The Patriot shares much mechanically, with both the Jeep Compass and Dodge Caliber, including a layout that's much more car-like than any of Jeep's larger models. With a MacPherson strut front suspension and rear multi-link setup, quick-ratio rack-and-pinion steering and a very manageable 174 inches of total length (nearly two feet shorter than some mid-size sedans), the Patriot is very maneuverable.
With either of the two 4-cylinder engine offerings, the Patriot is reasonably energetic on the road while also returning decent fuel economy. Front-wheel-drive Sport (base) models can be equipped with a smaller 158-horsepower, 2.0-liter 4-cylinder engine, but available on the Sport and standard on the rest of the lineup is a 172-hp, 2.4-liter four. The 2.0-liter Sport comes only with a continuously variable automatic transmission (CVT), but with the 2.4-liter a 5-speed manual transmission is standard and the CVT is optional. The combination of the 2.4-liter engine and 5-speed manual returns the best fuel economy, of 23 mpg city, 28 highway.
Although the Patriot is the most car-like Jeep, it doesn't forget about its off-road roots. Three different drivetrain configurations are offered: front-wheel drive, Freedom Drive I and Freedom Drive II. Freedom Drive I is an active all-wheel drive system that sends more power to the rear wheels when it's needed for traction; it also has a Lock mode for deep snow or mud. For those who plan to do occasional off-roading there's the Freedom II Off-Road Package, which brings a 19:1 low range gearing for the CVT, plus skid plates, a full-size spare, all-terrain tires, tow hooks, fog lamps, and an engine oil cooler. With the package, the Patriot sits an inch higher than the other models, for a full nine inches of ground clearance, plus 19-inch water fording capability and better approach/departure angles than many more truck-like SUVs.
Brake Traction Control and Hill Descent Control assist with steep, slippery slopes off-road, while all Patriots come with electronic stability control and anti-lock brakes, including a rough-road mode for the ABS.
The Patriot's very boxy exterior helps provide an extremely roomy, useful interior. The front seats have a more car-like position than Jeep's other models, but they command a good view of the road. Seating is also comfortable in back, with adequate legroom and plenty of headroom, though there's barely enough width to fit three adults across; up-level models get a reclining seatback. For cargo versatility, the back seats fold forward flat and increase the dimensions of the remarkably convenient, box-shaped cargo area. The front passenger seat can also fold all the way forward to act as a table or to make room for especially long cargo.

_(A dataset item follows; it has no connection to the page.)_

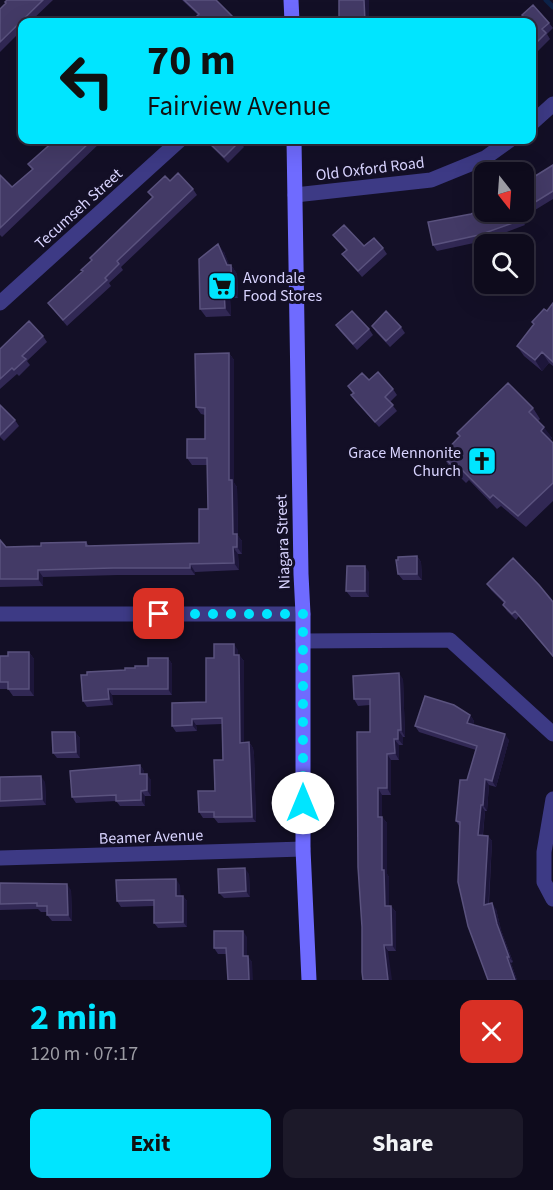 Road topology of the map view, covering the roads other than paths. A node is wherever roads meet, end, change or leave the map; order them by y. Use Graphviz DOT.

Sport and Limited trims are offered with either front- or 4-wheel drive. The Sport includes all the safety equipment but is otherwise very basic--manual wind-up windows are standard--but it does include air conditioning, a rear defroster and a 4-speaker CD sound system. Limited models make a huge jump and pile on the comforts like heated leather seats, cruise control, keyless entry, an auxiliary power outlet and an upgraded sound system--in addition to 4-wheel disc brakes and alloy wheels.
The Patriot has a wider range of options than is expected from a vehicle that starts at well under $20,000. A new and especially noteworthy option is the 'UConnect tunes' system, which includes a 30-gigabyte hard drive for storage of music and pictures; the system can read CDs, DVDs, or USB memory sticks. Another system called 'UConnect GPS,' optional only on the Limited, includes a hands-free phone interface and voice-activated commands, plus real-time traffic information for the navigation system.